Jim and Pineywoods cow
Ruby persuades Historical Farm Development Manager Jim Combs to give her a bite to eat.

Visitors to the Overstreet-Kerr Historical Farm and the Kerr Center Stewardship Ranch may note the herds of red or speckled cattle with longish horns grazing in the sun.

Folks sometimes take these cattle for Texas Longhorns, and it’s true that the two breeds are related. But these are actually Pineywoods cattle – a breed with a history all its own, and a rich promise for the future of sustainable agriculture in Oklahoma.

When the Spanish first arrived in North America, they brought with them a few cattle that they turned loose into the forests of what would become the southeastern United States, to be rounded up whenever the need for meat required.

As the animals spread throughout the Gulf Coast region, natural circumstances and human needs shaped the adaptations of populations in different areas.
“You’ve got one breed in three localities that has evolved over hundreds of years into three separate breeds,” explains Jim Combs, Development Manager at the Overstreet-Kerr Historical Farm.

In the western extent of their range, the cattle were bred for longer horns, for ease of roping. These became the Texas Longhorns. In the swampier east, shorter horns that wouldn’t snare in vines and branches fared better, and dogs replaced lariats as the roundup tool of choice, giving rise to the Florida Cracker breed.
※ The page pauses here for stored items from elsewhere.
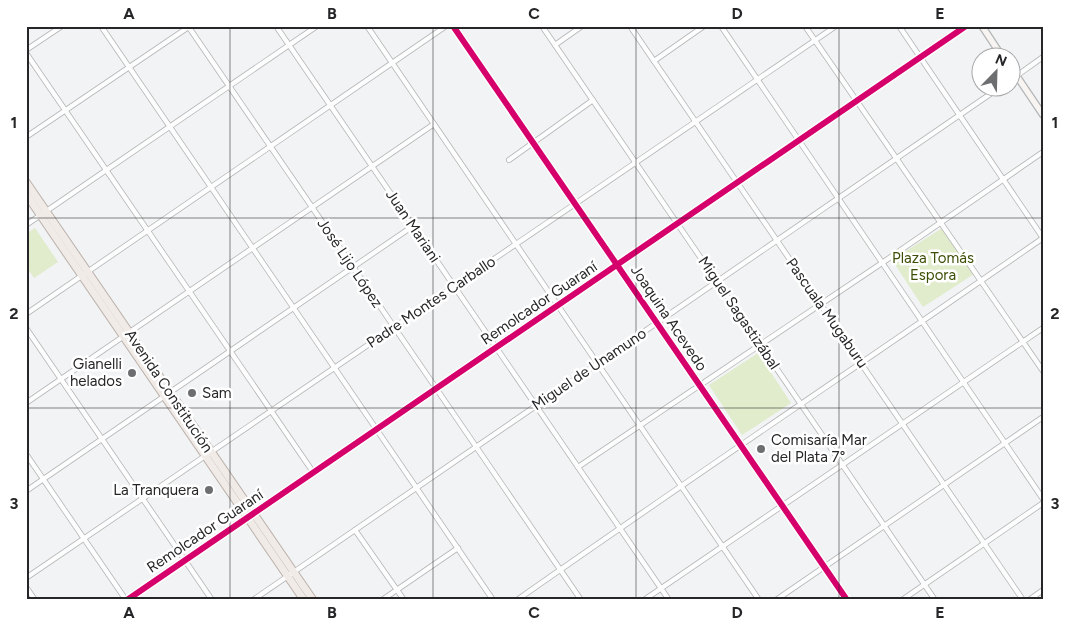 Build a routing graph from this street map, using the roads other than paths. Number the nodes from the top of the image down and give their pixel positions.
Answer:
1 (62, 26) edge
2 (101, 26) edge
3 (276, 26) edge
4 (317, 26) edge
5 (367, 26) edge
6 (446, 26) edge
7 (453, 26) edge
8 (542, 26) edge
9 (582, 26) edge
10 (630, 26) edge
11 (704, 26) edge
12 (720, 26) edge
13 (805, 26) edge
14 (836, 26) edge
15 (899, 26) edge
16 (966, 26) edge
17 (982, 26) edge
18 (189, 27) edge
19 (815, 41) junction
20 (289, 45) junction
21 (555, 45) junction
22 (996, 48) edge
23 (26, 51) edge
24 (920, 58) junction
25 (1043, 58) edge
26 (654, 61) junction
27 (392, 63) junction
28 (129, 67) junction
29 (1022, 72) edge
30 (757, 80) junction
31 (229, 86) junction
32 (1022, 87) edge
33 (984, 98) edge
34 (593, 100) junction
35 (857, 101) junction
36 (330, 105) junction
37 (66, 110) junction
38 (959, 115) junction
39 (1043, 115) edge
40 (696, 122) junction
41 (434, 124) junction
42 (170, 127) junction
43 (26, 137) edge
44 (799, 141) junction
45 (533, 143) junction
46 (270, 146) junction
47 (1043, 152) edge
48 (896, 158) junction
49 (510, 160) dead end
50 (636, 163) junction
51 (372, 166) junction
52 (107, 170) junction
53 (1002, 179) junction
54 (26, 182) edge
55 (737, 183) junction
56 (211, 187) junction
57 (26, 194) edge
58 (838, 198) junction
59 (575, 204) junction
60 (312, 207) junction
61 (44, 214) junction
62 (941, 223) junction
63 (678, 224) junction
64 (26, 225) edge
65 (413, 226) junction
66 (148, 230) junction
67 (1043, 238) edge
68 (776, 240) junction
69 (516, 244) junction
70 (253, 248) junction
71 (882, 263) junction
72 (617, 265) junction
73 (353, 267) junction
74 (85, 274) junction
75 (717, 281) junction
76 (981, 281) junction
77 (454, 287) junction
78 (189, 291) junction
79 (558, 305) junction
80 (820, 305) junction
81 (294, 308) junction
82 (26, 314) edge
83 (921, 322) junction
84 (657, 323) junction
85 (26, 328) edge
86 (394, 328) junction
87 (1043, 328) edge
88 (126, 334) junction
89 (1023, 342) junction
90 (761, 345) junction
91 (496, 348) junction
92 (230, 351) junction
93 (597, 363) junction
94 (861, 363) junction
95 (335, 368) junction
96 (1043, 371) edge
97 (61, 379) junction
98 (963, 382) junction
99 (700, 386) junction
100 (436, 388) junction
101 (167, 394) junction
102 (26, 403) edge
103 (801, 405) junction
104 (536, 406) junction
105 (272, 411) junction
106 (1043, 417) edge
107 (902, 423) junction
108 (640, 426) junction
109 (377, 429) junction
110 (102, 439) junction
111 (1005, 443) junction
112 (740, 444) junction
113 (476, 447) junction
114 (26, 454) edge
115 (209, 454) junction
116 (842, 464) junction
117 (578, 467) junction
118 (313, 472) junction
119 (43, 479) junction
120 (944, 485) junction
121 (681, 486) junction
122 (417, 488) junction
123 (26, 491) edge
124 (143, 499) junction
125 (1043, 499) edge
126 (1043, 504) edge
127 (782, 505) junction
128 (250, 515) junction
129 (884, 526) junction
130 (620, 528) junction
131 (356, 530) junction
132 (84, 539) junction
133 (984, 544) junction
134 (722, 546) junction
135 (458, 548) junction
136 (185, 560) junction
137 (824, 567) junction
138 (560, 570) junction
139 (291, 574) junction
140 (26, 578) edge
141 (924, 584) junction
142 (26, 587) edge
143 (661, 588) junction
144 (397, 590) junction
145 (1043, 590) edge
146 (35, 600) edge
147 (126, 600) edge
148 (212, 600) edge
149 (253, 600) edge
150 (304, 600) edge
151 (313, 600) edge
152 (382, 600) edge
153 (404, 600) edge
154 (493, 600) edge
155 (517, 600) edge
156 (581, 600) edge
157 (644, 600) edge
158 (669, 600) edge
159 (759, 600) edge
160 (776, 600) edge
161 (847, 600) edge
162 (902, 600) edge
163 (935, 600) edge
164 (1023, 600) edge
165 (1029, 600) edge

1 - 23 street
2 - 28 street
3 - 20 street, Juan Mariani
4 - 20 street
5 - 27 street
6 - 27 street
7 - 45 street, Joaquina Acevedo
8 - 21 street, Miguel Sagastizábal
9 - 21 street
10 - 26 street, Pascuala Mugaburu
11 - 26 street
12 - 30 street
13 - 19 street
14 - 19 street, Padre Montes Carballo
15 - 24 street
16 - 24 street, Remolcador Guaraní
17 - 22 main road
18 - 28 street
18 - 31 street, José Lijo López
19 - 30 street, Padre Montes Carballo
19 - 35 street
20 - 31 street
20 - 36 street, Juan Mariani
21 - 34 street, Miguel Sagastizábal
23 - 37 street
24 - 35 street, Remolcador Guaraní
24 - 38 street
25 - 29 street
26 - 40 street, Pascuala Mugaburu
27 - 36 street
27 - 41 street
28 - 37 street
28 - 42 street
30 - 40 street, Padre Montes Carballo
30 - 44 street
31 - 42 street
31 - 46 street, José Lijo López
32 - 39 main road
33 - 38 street, Miguel de Unamuno
34 - 45 street
34 - 50 street, Miguel Sagastizábal
35 - 44 street, Remolcador Guaraní
35 - 48 street
36 - 46 street
36 - 51 street, Juan Mariani
37 - 43 street
37 - 52 street
38 - 48 street, Miguel de Unamuno
38 - 53 street
40 - 50 street, Padre Montes Carballo
40 - 55 street, Pascuala Mugaburu
41 - 51 street
41 - 69 street
42 - 52 street
42 - 56 street
44 - 55 street, Remolcador Guaraní
44 - 58 street
45 - 49 street
45 - 59 street, Joaquina Acevedo
46 - 56 street
46 - 60 street, José Lijo López
47 - 53 street
48 - 58 street, Miguel de Unamuno
48 - 62 street
50 - 59 street, Padre Montes Carballo
50 - 63 street, Miguel Sagastizábal
51 - 60 street
51 - 65 street, Juan Mariani
52 - 61 street
52 - 66 street
53 - 62 street
53 - 67 street
54 - 61 main road, Avenida Constitución
55 - 63 street, Remolcador Guaraní
55 - 68 street, Pascuala Mugaburu
56 - 66 street
56 - 70 street
57 - 61 main road, Avenida Constitución
58 - 68 street, Miguel de Unamuno
58 - 71 street
59 - 69 street, Padre Montes Carballo
59 - 72 street, Joaquina Acevedo
60 - 70 street
60 - 73 street, José Lijo López
61 - 64 street
61 - 74 main road, Avenida Constitución
62 - 71 street
62 - 76 street
63 - 72 street, Remolcador Guaraní
63 - 75 street, Miguel Sagastizábal
65 - 73 street
65 - 77 street, Juan Mariani
66 - 74 street
66 - 78 street
67 - 76 street
68 - 75 street, Miguel de Unamuno
68 - 80 street, Pascuala Mugaburu
69 - 77 street, Padre Montes Carballo
69 - 79 street
70 - 78 street
70 - 81 street
71 - 80 street
71 - 83 street
72 - 79 street, Remolcador Guaraní
72 - 84 street, Joaquina Acevedo
73 - 81 street
73 - 86 street, José Lijo López
74 - 82 street
74 - 88 main road, Avenida Constitución
75 - 84 street, Miguel de Unamuno
75 - 90 street, Miguel Sagastizábal
76 - 83 street
76 - 89 street
77 - 86 street, Padre Montes Carballo
77 - 91 street, Juan Mariani
78 - 88 street
78 - 92 street
79 - 91 street, Remolcador Guaraní
79 - 93 street
80 - 90 street
80 - 94 street, Pascuala Mugaburu
81 - 92 street
81 - 95 street
83 - 94 street
83 - 98 street
84 - 93 street, Miguel de Unamuno
84 - 99 street, Joaquina Acevedo
85 - 97 street
86 - 95 street, Padre Montes Carballo
86 - 100 street, José Lijo López
87 - 89 street
88 - 97 street
88 - 101 main road, Avenida Constitución
89 - 96 street
89 - 98 street
90 - 99 street
90 - 103 street, Miguel Sagastizábal
91 - 100 street, Remolcador Guaraní
91 - 104 street, Juan Mariani
92 - 101 street
92 - 105 street
93 - 104 street, Miguel de Unamuno
93 - 108 street
94 - 103 street
94 - 107 street, Pascuala Mugaburu
95 - 105 street, Padre Montes Carballo
95 - 109 street
97 - 102 street
97 - 110 street
98 - 107 street
98 - 111 street
99 - 108 street
99 - 112 street, Joaquina Acevedo
100 - 109 street, Remolcador Guaraní
100 - 113 street, José Lijo López
101 - 110 street
101 - 115 main road, Avenida Constitución
103 - 112 street
103 - 116 street, Miguel Sagastizábal
104 - 113 street, Miguel de Unamuno
104 - 117 street, Juan Mariani
105 - 115 street, Padre Montes Carballo
105 - 118 street
106 - 111 street
107 - 116 street
107 - 120 street, Pascuala Mugaburu
108 - 117 street
108 - 121 street
109 - 118 street, Remolcador Guaraní
109 - 122 street
110 - 119 street
110 - 124 street
111 - 120 street
111 - 125 street
112 - 121 street
112 - 127 street, Joaquina Acevedo
113 - 122 street, Miguel de Unamuno
113 - 138 street, José Lijo López
114 - 119 street
115 - 124 street, Padre Montes Carballo
115 - 128 main road, Avenida Constitución
116 - 127 street
116 - 129 street, Miguel Sagastizábal
117 - 130 street, Juan Mariani
118 - 128 street, Remolcador Guaraní
119 - 123 street
119 - 132 street
120 - 129 street
120 - 133 street, Pascuala Mugaburu
121 - 130 street
121 - 134 street
122 - 131 street, Miguel de Unamuno
122 - 135 street
124 - 132 street, Padre Montes Carballo
124 - 136 street
126 - 133 street
127 - 134 street
127 - 137 street, Joaquina Acevedo
128 - 136 street, Remolcador Guaraní
128 - 139 main road, Avenida Constitución
129 - 137 street
129 - 141 street, Miguel Sagastizábal
130 - 138 street
130 - 143 street, Juan Mariani
131 - 139 street, Miguel de Unamuno
131 - 144 street
132 - 140 street, Padre Montes Carballo
132 - 147 street
133 - 141 street
133 - 164 street, Pascuala Mugaburu
134 - 143 street
134 - 159 street
135 - 144 street
135 - 154 street
136 - 147 street, Remolcador Guaraní
136 - 148 street
137 - 160 street
137 - 161 street, Joaquina Acevedo
138 - 155 street
138 - 156 street, José Lijo López
139 - 149 street, Miguel de Unamuno
139 - 150 main road, Avenida Constitución
139 - 151 main road, Avenida Constitución
141 - 162 street
141 - 163 street, Miguel Sagastizábal
142 - 146 street
143 - 157 street
143 - 158 street, Juan Mariani
144 - 152 street
144 - 153 street
145 - 165 street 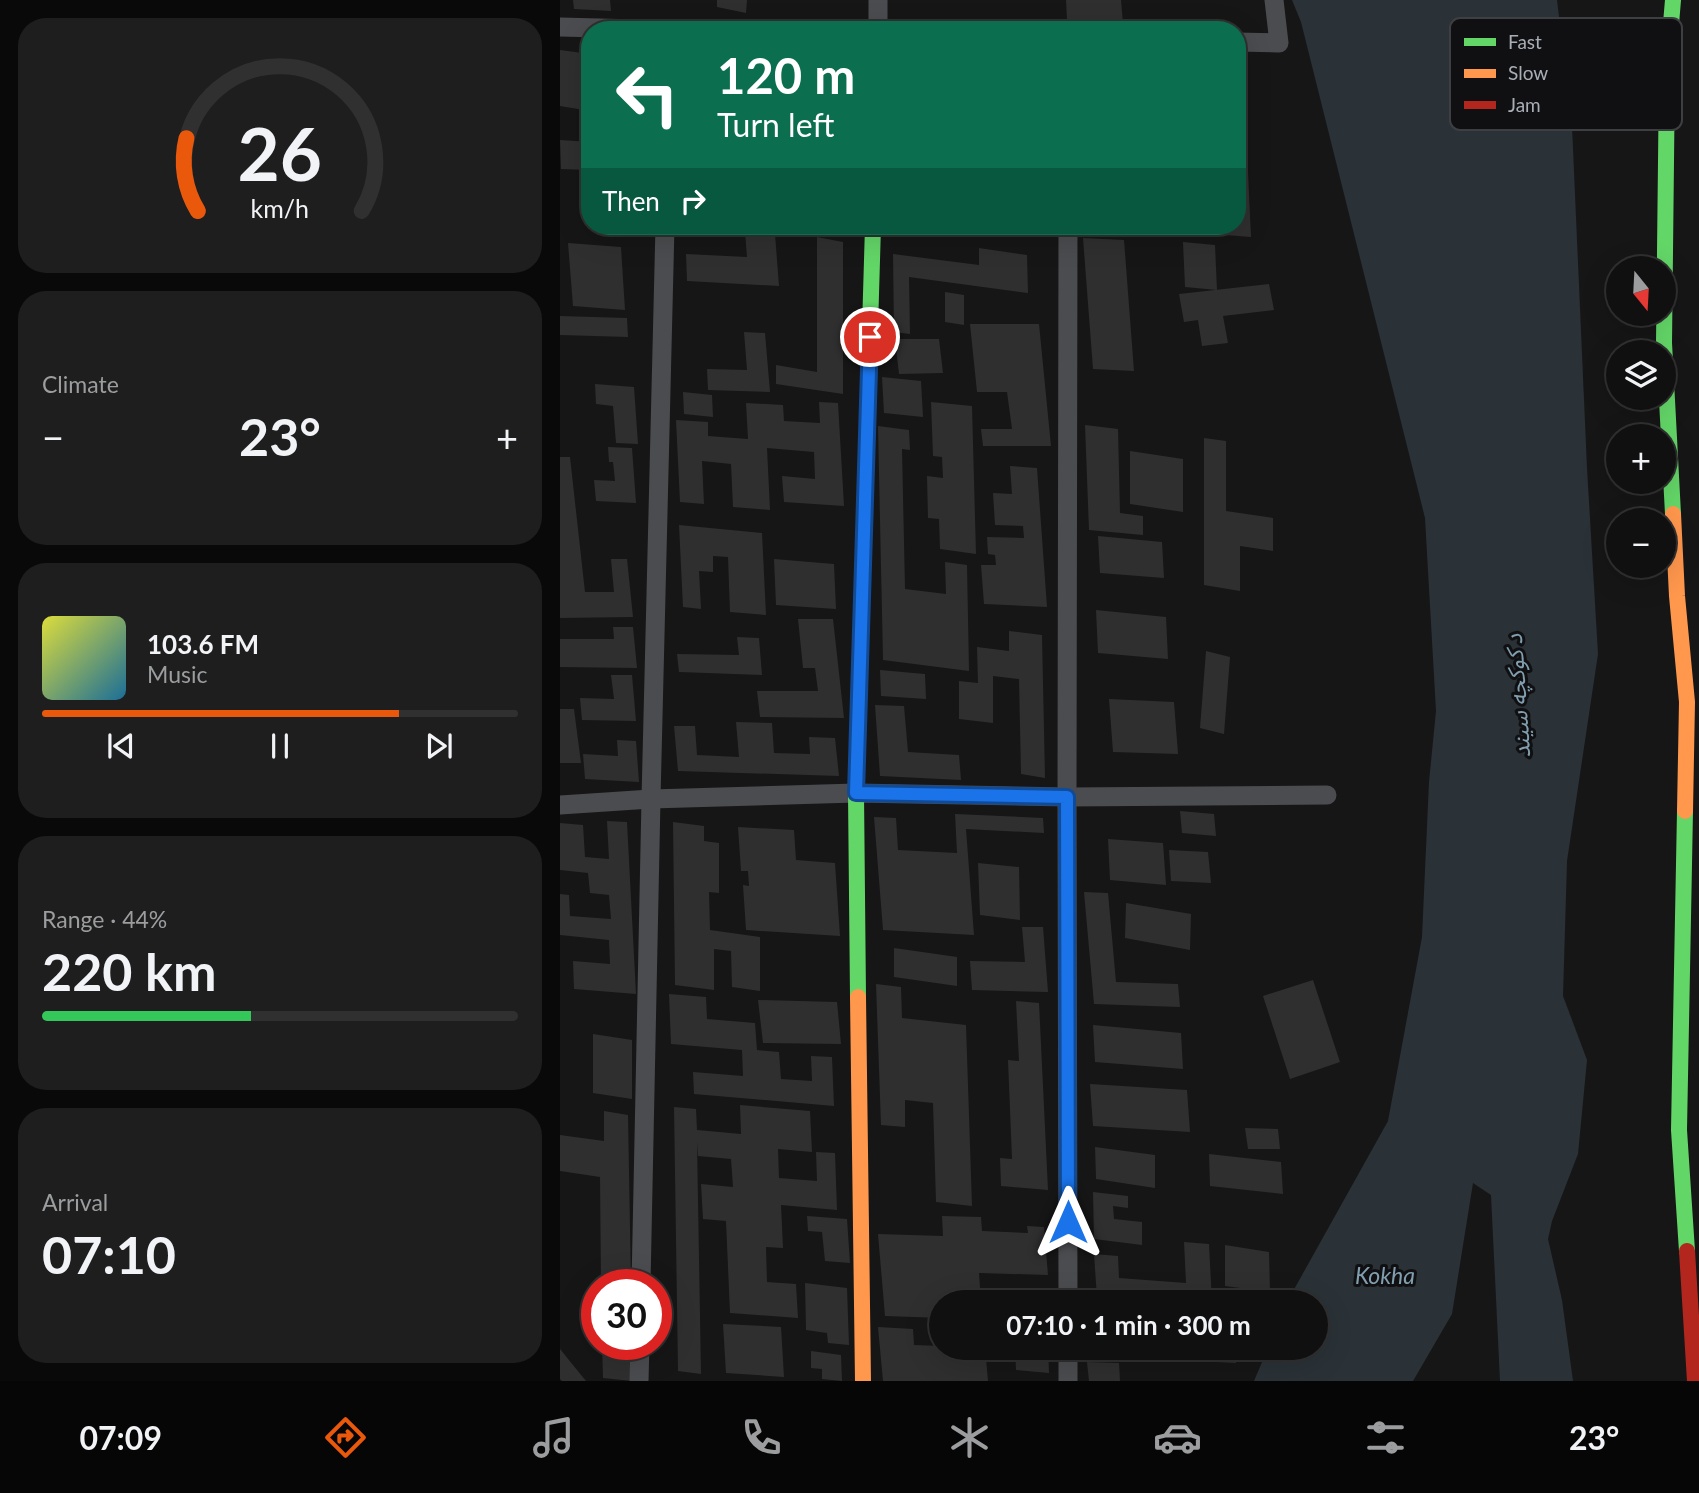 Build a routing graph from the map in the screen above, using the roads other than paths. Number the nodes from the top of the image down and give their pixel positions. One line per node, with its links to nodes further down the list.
1 (878, 0): 5 (street)
2 (1274, 0): 8 (street)
3 (1674, 0): 4 (street)
4 (1672, 18)
5 (878, 21)
6 (560, 27): 7 (street)
7 (581, 28)
8 (1246, 42)
9 (1666, 130): 25 (street)
10 (665, 235): 16 (street)
11 (873, 235): 13 (street)
12 (1068, 235): 15 (street)
13 (856, 793): 15 (street); 16 (street); 23 (street)
14 (1327, 795): 15 (street)
15 (1067, 797): 19 (street)
16 (651, 799): 17 (street); 18 (street)
17 (560, 804)
18 (641, 1269)
19 (1068, 1290)
20 (640, 1360): 22 (street)
21 (1068, 1360): 24 (street)
22 (639, 1381)
23 (863, 1381)
24 (1068, 1381)
25 (1695, 1381)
In between, in the more open pine forests of Alabama and Mississippi, a breed emerged that would become known as Pineywoods cattle.

 

Defining a Breed

Pineywoods cattle are a landrace breed, which means that the breed formed under local conditions for local purposes – usually with a great deal of isolation. The result of the isolation of different groups of these cattle makes the cattle within the breed reasonably variable, and that can make defining the breed difficult. One starting point for a definition is that the Pineywoods cattle have an origin in Spanish cattle, and a long history of selection and adaptation in the Gulf Coast region of the USA. The important key here is the adaptation and environmental resistance of Pineywoods cattle as major definers of the breed. It is appropriate to include within the breed any cattle of long-term residence in the region, reasonably free of recent incursions of outside breeding (last 100 years, ideally), humpless (no Brahman influence), and well adapted. This is a “short” definition of this important landrace breed. Longer definitions are possible, but this definition includes the core of the breed and its heritage.

from Sponenberg, D.P. Pineywoods Cattle Strains. www.pcrba.org/id27.html

Pineywoods Cattle Registry & Breeders Association (PCRBA) www.pcrba.org

 

The American Livestock Breeds Conservancy: Celebrating 30 Years of Protecting Livestock Genetic Diversity

Established in 1977, the American Livestock Breeds Conservancy (ALBC) is a national, non-profit, membership organization based in Pittsboro, North Carolina, dedicated to the conservation and promotion of endangered breeds oflivestock and poultry. ALBC rates each breed’s endangered status by the following categories:

  • Critical: Fewer than 200 annual registrations in the United States and estimated global population less than 2,000.
  • Threatened: Fewer than 1,000 annual registrations in the United States and estimated global population less than 5,000.
  • Watch: Fewer than 2,500 annual registrations in the United States and estimated global population less than 10,000. Also included are breeds that present genetic or numerical concerns or have a limited geographic distribution.
  • Recovering: Breeds that were once listed in another category and have exceeded Watch category numbers but are still in need of monitoring.
  • Study: Breeds that are of genetic interest but either lack definition or lack genetic or historical documentation.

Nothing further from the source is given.